The property was inherited by the deceased's children.
The property was listed for sale.
Unsuccessful attempts were made to sell the property.
A sale is currently taking place.
Relevant legislative provisions
Income Tax Assessment Act 1997 Section 118-195.
Reasons for decision
Section 118-195 of the Income Tax Assessment Act 1997 (ITAA 1997) disregards capital gains and capital losses made by a beneficiary or a trustee of a deceased estate from one of the specified CGT events in relation to a dwelling or the taxpayer's ownership interest in the dwelling. The exemption only applies if certain conditions are satisfied.

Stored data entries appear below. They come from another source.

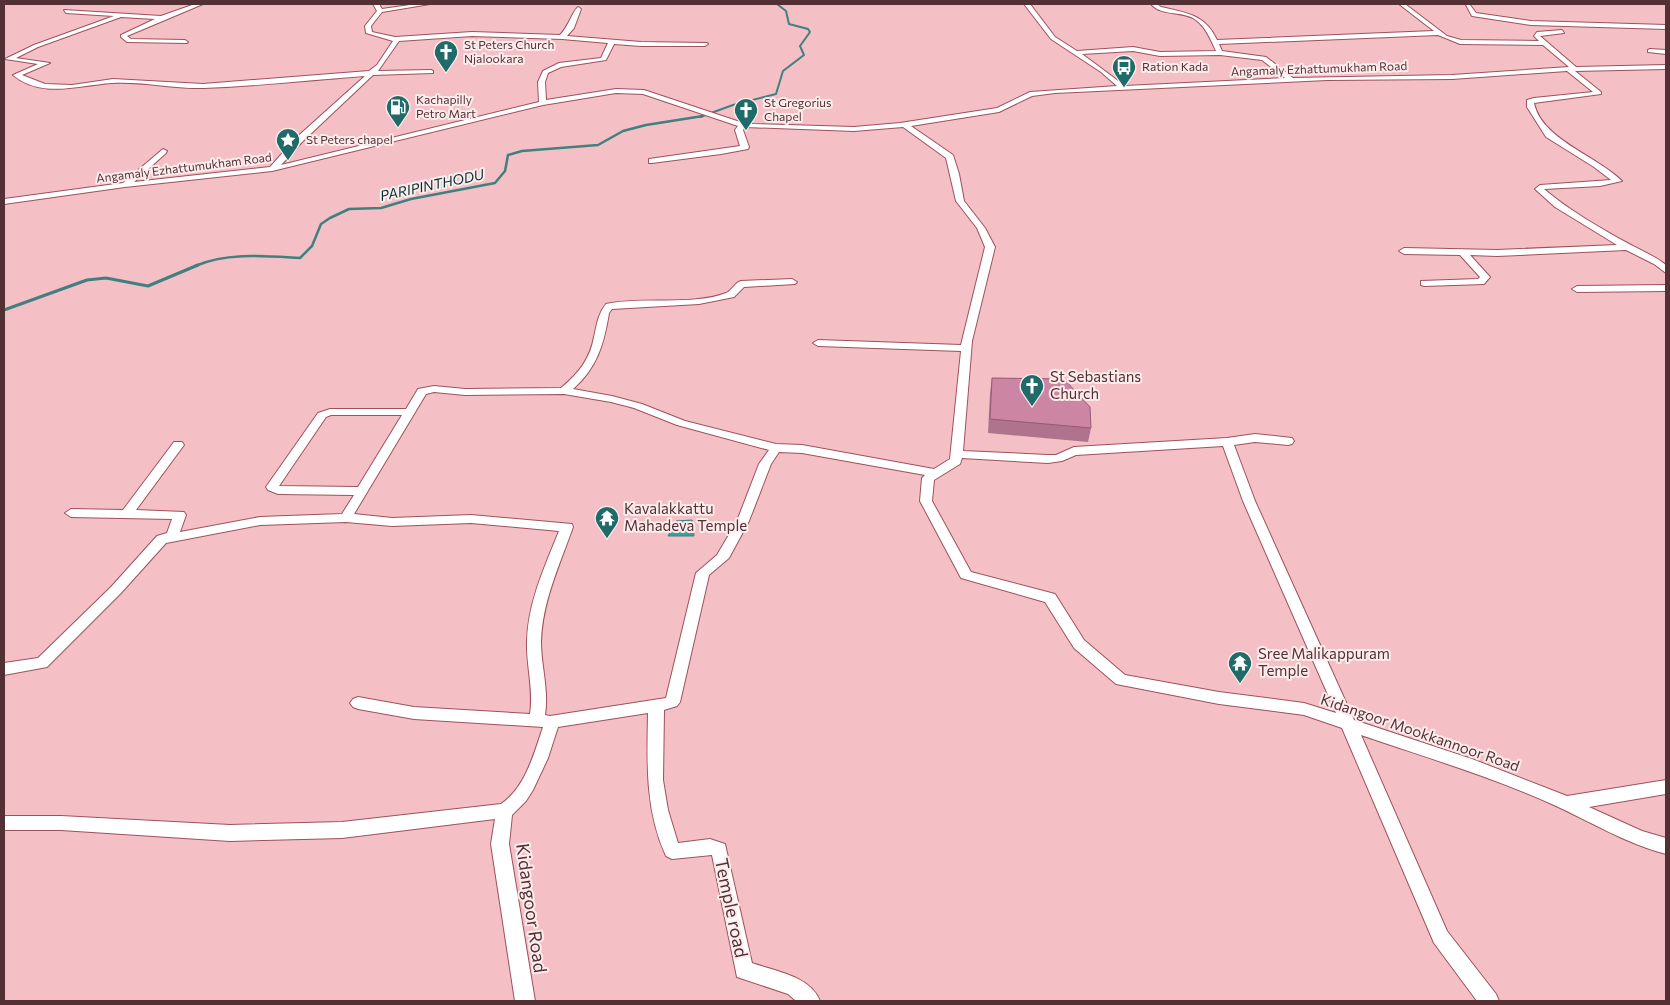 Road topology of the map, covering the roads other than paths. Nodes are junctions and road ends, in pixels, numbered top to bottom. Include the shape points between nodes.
1 (200, 4) edge
2 (376, 4) edge
3 (427, 4) edge
4 (1027, 4) edge
5 (1154, 4) edge
6 (1402, 4) edge
7 (1468, 6) dead end
8 (578, 9) dead end
9 (66, 10) dead end
10 (380, 11) junction
11 (123, 15) junction
12 (162, 18) junction
13 (1565, 25) junction
14 (1666, 27) edge
15 (1439, 33) junction
16 (562, 37) junction
17 (395, 39) junction
18 (185, 42) dead end
19 (612, 42) junction
20 (1215, 42) junction
21 (1546, 43) junction
22 (705, 44) dead end
23 (1650, 51) dead end
24 (1666, 52) edge
25 (1076, 53) junction
26 (1220, 53) junction
27 (6, 60) edge
28 (1666, 67) edge
29 (1571, 69) junction
30 (373, 72) junction
31 (431, 72) dead end
32 (1292, 80) junction
33 (1124, 88) junction
34 (544, 103) junction
35 (743, 124) junction
36 (905, 125) junction
37 (163, 151) dead end
38 (652, 161) dead end
39 (272, 169) junction
40 (125, 185) junction
41 (4, 202) edge
42 (1627, 247) junction
43 (1404, 251) dead end
44 (1463, 253) junction
45 (1666, 270) edge
46 (792, 282) dead end
47 (1424, 283) dead end
48 (1577, 288) dead end
49 (1666, 288) edge
50 (818, 343) dead end
51 (967, 348) junction
52 (564, 391) junction
53 (409, 412) junction
54 (1288, 441) dead end
55 (1227, 442) junction
56 (178, 445) dead end
57 (776, 448) junction
58 (957, 454) junction
59 (936, 473) junction
60 (362, 491) junction
61 (70, 513) dead end
62 (126, 514) junction
63 (346, 518) junction
64 (162, 539) junction
65 (4, 669) edge
66 (358, 703) dead end
67 (656, 706) junction
68 (545, 721) junction
69 (1348, 723) junction
70 (1666, 788) edge
71 (1558, 799) junction
72 (504, 811) junction
73 (4, 823) edge
74 (1666, 846) edge
75 (525, 1001) edge
76 (810, 1001) edge
77 (1489, 1001) edge

1 - 12 street
2 - 10 street
3 - 10 street
4 - 25 street via 1053,38
5 - 20 street via 1195,17 1212,33
6 - 15 street
7 - 13 street via 1474,15 1487,18
8 - 16 street via 571,28
9 - 11 street
10 - 17 street via 368,26 368,31 371,35
11 - 12 street
11 - 27 street
12 - 18 street via 123,36 129,41
13 - 14 street
13 - 21 street via 1567,31 1539,33 1537,36
15 - 20 street
15 - 21 street via 1460,42
16 - 17 street via 472,34
16 - 19 street
17 - 30 street
19 - 22 street
19 - 34 street via 604,59 558,64 545,74 542,81
20 - 26 street
21 - 29 street
23 - 24 street
25 - 26 street via 1133,49 1160,54
25 - 33 street via 1104,70
26 - 32 street via 1264,58
27 - 30 street via 47,63 16,75 32,83 72,87 113,82 203,86
28 - 29 street, Angamaly Ezhattumukham Road
29 - 32 street, Angamaly Ezhattumukham Road
29 - 42 street via 1599,93 1534,100 1530,102 1531,107 1549,135 1618,181 1539,189 1558,205
30 - 31 street
30 - 39 street
32 - 33 street, Angamaly Ezhattumukham Road
33 - 36 street, Angamaly Ezhattumukham Road via 1041,92 1018,99 999,110
34 - 35 street, Angamaly Ezhattumukham Road via 634,90
34 - 39 street, Angamaly Ezhattumukham Road
35 - 36 street, Angamaly Ezhattumukham Road via 835,129
35 - 38 street via 739,130 745,147
36 - 51 street via 950,157 960,201 981,228 990,247
37 - 40 street
39 - 40 street, Angamaly Ezhattumukham Road
40 - 41 street, Angamaly Ezhattumukham Road
42 - 44 street
42 - 45 street
43 - 44 street
44 - 47 street via 1485,277 1481,282
46 - 52 street via 741,284 731,295 700,301 609,306 604,313 592,362
48 - 49 street
50 - 51 street
51 - 58 street
52 - 53 street via 465,392 434,389 422,391
52 - 57 street via 629,404 681,423
53 - 60 street
53 - 60 street via 330,412 322,415 272,487 278,490
54 - 55 street via 1255,438
55 - 58 street via 1074,451 1048,459
55 - 69 street via 1249,501
56 - 62 street
57 - 59 street via 802,449
57 - 67 street via 765,464 743,521 722,558 703,573 672,702
58 - 59 street via 956,460
59 - 69 street, Kidangoor Mookkannoor Road via 928,478 926,502 966,575 1050,598 1079,644 1121,680 1304,709
60 - 63 street
61 - 62 street
62 - 64 street via 180,515 172,536
63 - 64 street via 260,521
63 - 68 street via 392,522 471,519 567,527 540,595 537,612 534,662
64 - 65 street via 42,663
66 - 68 street via 414,713
67 - 68 street
67 - 76 street, Temple road via 655,780 672,851 719,849 744,970 794,987
68 - 72 street via 538,765 513,807
69 - 71 street, Kidangoor Mookkannoor Road
69 - 77 street via 1440,937
70 - 71 street, Kidangoor Mookkannoor Road via 1567,803
71 - 74 street via 1639,838
72 - 73 street via 342,830 230,833 61,823
72 - 75 street, Kidangoor Road via 500,844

A full exemption is available if the dwelling was the deceased's main residence just before the deceased's death, it was not being used to produce assessable income at that time and the individual disposed of the dwelling (e.g. by sale) within two years of the deceased's death, or within a longer period allowed by the Commissioner.

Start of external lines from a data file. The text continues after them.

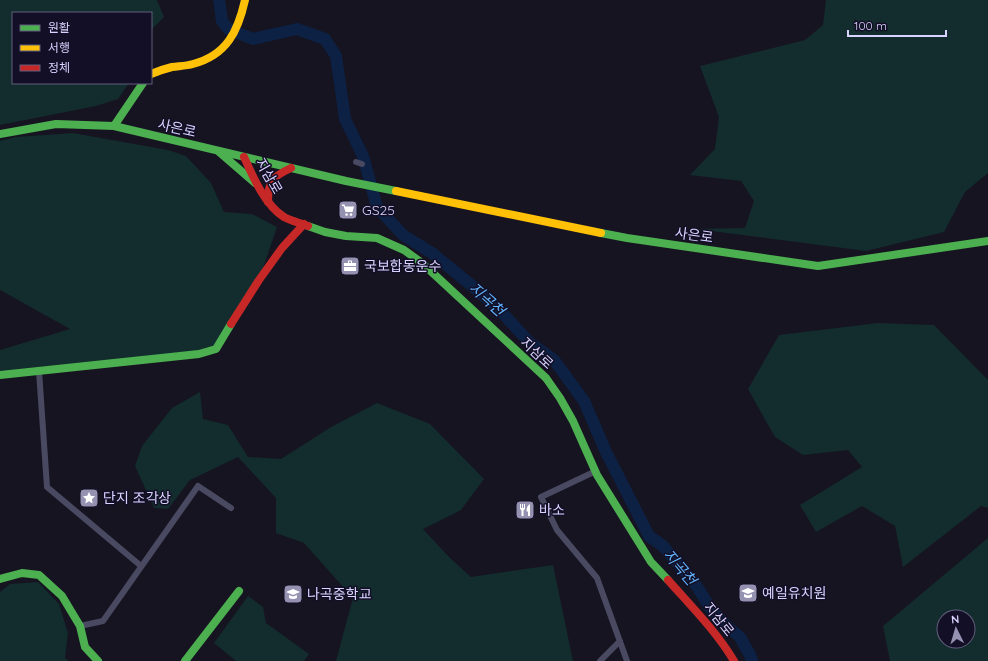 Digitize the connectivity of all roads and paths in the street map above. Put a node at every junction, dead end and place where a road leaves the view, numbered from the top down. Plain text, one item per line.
1 (245, 3) edge
2 (152, 74) edge
3 (141, 84) edge
4 (114, 126) junction
5 (0, 134) edge
6 (217, 151) junction
7 (244, 157) junction
8 (291, 168) junction
9 (256, 183) junction
10 (268, 202) junction
11 (304, 224) junction
12 (988, 241) edge
13 (39, 371) junction
14 (0, 375) edge
15 (596, 472) junction
16 (231, 508) dead end
17 (141, 566) junction
18 (0, 579) edge
19 (239, 591) dead end
20 (80, 626) junction
21 (620, 641) junction
22 (98, 661) edge
23 (185, 661) edge
24 (600, 661) edge
25 (627, 661) edge
26 (734, 661) edge

1 - 2 street
3 - 4 street
4 - 5 street, 사은로
4 - 6 street, 사은로
6 - 7 street, 사은로
6 - 9 street
7 - 8 street, 사은로
7 - 9 street, 지삼로
8 - 10 street
8 - 12 street, 사은로
9 - 10 street, 지삼로
10 - 11 street, 지삼로
11 - 13 street
11 - 15 street, 지삼로
13 - 14 street
13 - 17 street
15 - 21 street
15 - 26 street, 지삼로
16 - 17 street
17 - 20 street
18 - 20 street
19 - 23 street
20 - 22 street
21 - 24 street
21 - 25 street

The Commissioner has discretion to extend the two-year time period in relation to CGT events that happened in the 2008/09 income year and later income years. The explanatory memorandum (EM) to the Bill that added the discretion to Section 118-195 of the ITAA 1997, the Tax Laws Amendment (2011 Measures No 9) Bill 2011, includes the following non-exhaustive list of situations in which the Commissioner would be expected to exercise the discretion:
• the ownership of a dwelling or a will is challenged
• the complexity of a deceased estate delays the completion of administration of the estate
• a trustee or beneficiary is unable to attend to the deceased estate due to unforeseen or serious personal circumstances arising during the two-year period (for example, the taxpayer or a family member has a severe illness or injury), or
• settlement of a contract of sale over the dwelling is unexpectedly delayed or falls through for circumstances outside the beneficiary or trustee's control
In this case, the deceased purchased the property after September 1985 and treated it as their main residence until their death. You encountered difficulties selling the property within the 2 year exemption period and are now in the process of finalising a sale. The Commissioner will exercise his discretion to apply an extension to the 31 July 2014.